In summary, the voltage saturation issue is caused by two factors: (1) The d-axis current cannot adapt to changes in the q-axis current due to the absence of direct control from $i_{sq}$ to $i_{sd}$; (2) The three-stage cascade structure introduces control delays, preventing a rapid current response.

3.2. Voltage Saturation Caused by Orientation Lag

Control delays and parameter variations in induction motor control systems impact the accuracy of rotor field orientation, leading to incomplete decoupling of torque and excitation currents. Flux-weakening control is particularly sensitive to orientation accuracy, especially during transient processes.

When the rotational speed increases, the current is precisely adjusted to increase in a vertically upward direction, as indicated by $\Delta i_{s1}$ in Figure 3. Meanwhile, the voltage increase is corrected to align horizontally, as demonstrated by $\Delta u_1$. When orientation lag occurs (angle error is represented as $\Delta \theta$), the torque current grows along the incorrect q-axis, as indicated by $\Delta i_{s2}$ in Figure 3. Similarly, the voltage increase direction is represented by $\Delta u_2$. It is clear that the angles of $\Delta u_2$ and $\Delta u_1$ are not the same. When their magnitudes are identical, $\Delta u_2$ causes greater voltage saturation. This implies that orientation lag can aggravate the voltage saturation problem in the FW region. The following derivation provides a quantitative analysis of the impact of orientation lag on voltage saturation:

In the incorrect coordinate system, the actual changes in the d-axis and q-axis currents corresponding to the current variation $\Delta i_{s2}$ are as follows:

$$\left\{\begin{array}{c}\Delta i_{sq-real}=|\Delta i_{s2}|\cos \Delta \theta \\ \Delta i_{sd-real}=|\Delta i_{s2}|\sin \Delta \theta \end{array}\right.,$$

(5)

where $\Delta \theta$ is the orientation error angle and $\Delta \theta = 0$ is the precise orientation.

By substituting (5) into (4), the voltage saturation caused by orientation lag can be obtained:

$$\left\{\begin{array}{c}\begin{array}{c}{u}_s^2={[{\omega }_e{L}_s\left(i_{sd0}+|\Delta i_{s2}|\sin \Delta \theta \right)]}^2\\ +{[{\omega }_e\sigma L_s\left(i_{sq0}+|\Delta i_{s2}|\cos \Delta \theta \right)]}^2\end{array}\\ U_{sat}=u_s-U_{s\max }\end{array}\right.,$$

(6)

where $i_{sd,q0}$ is the initial value during the dynamic process.

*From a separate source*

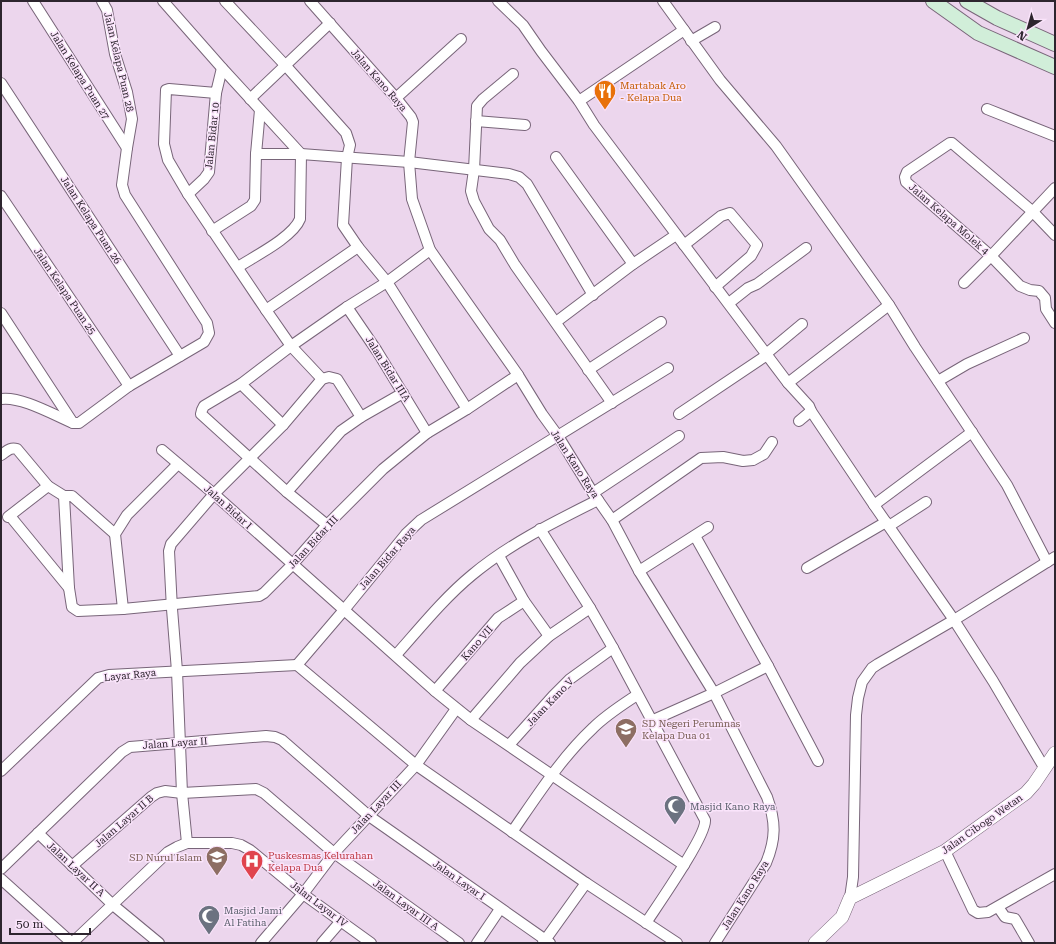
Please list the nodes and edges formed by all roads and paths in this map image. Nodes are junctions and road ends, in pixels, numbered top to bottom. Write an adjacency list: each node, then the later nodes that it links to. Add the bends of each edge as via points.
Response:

$i_{sd,q0}$ can be obtained by the torque equation:

$$T_{e0}={\displaystyle \frac{3n_p{L}_m^2{i}_{sq0}{i}_{sd0}}{2L_r}},$$

(7)

where $n_p$ represents the pole pair.

According to (6), Figure 4 shows the relation among the magnitude of the current change ($\left|\Delta i_{s2}\right|$), the angular error ($\Delta \theta$), and the size of the voltage saturation value ($U_{sat}$). The following conclusions can be drawn from Figure 4:

(1)

Under the same $\left|\Delta i_{s2}\right|$, the voltage saturation increases noticeably as $\Delta \theta$ grows.

(2)

An increase in $\left|\Delta i_{s2}\right|$ similarly results in voltage saturation, but when $\Delta \theta$ equals zero, the saturation caused by $\left|\Delta i_{s2}\right|$ is minimal. However, when $\theta$ increases, the rate of increase in voltage saturation due to changes in $\left|\Delta i_{s2}\right|$ rises significantly.

(3)

As analyzed in Section A, the failure to quickly synchronize the dq-axis current control is the direct cause of voltage saturation. Conclusion (2) suggests that orientation lag amplifies the voltage saturation issue induced by the current control.

Figure 4. Relationship between current increment and voltage error with directional error angle.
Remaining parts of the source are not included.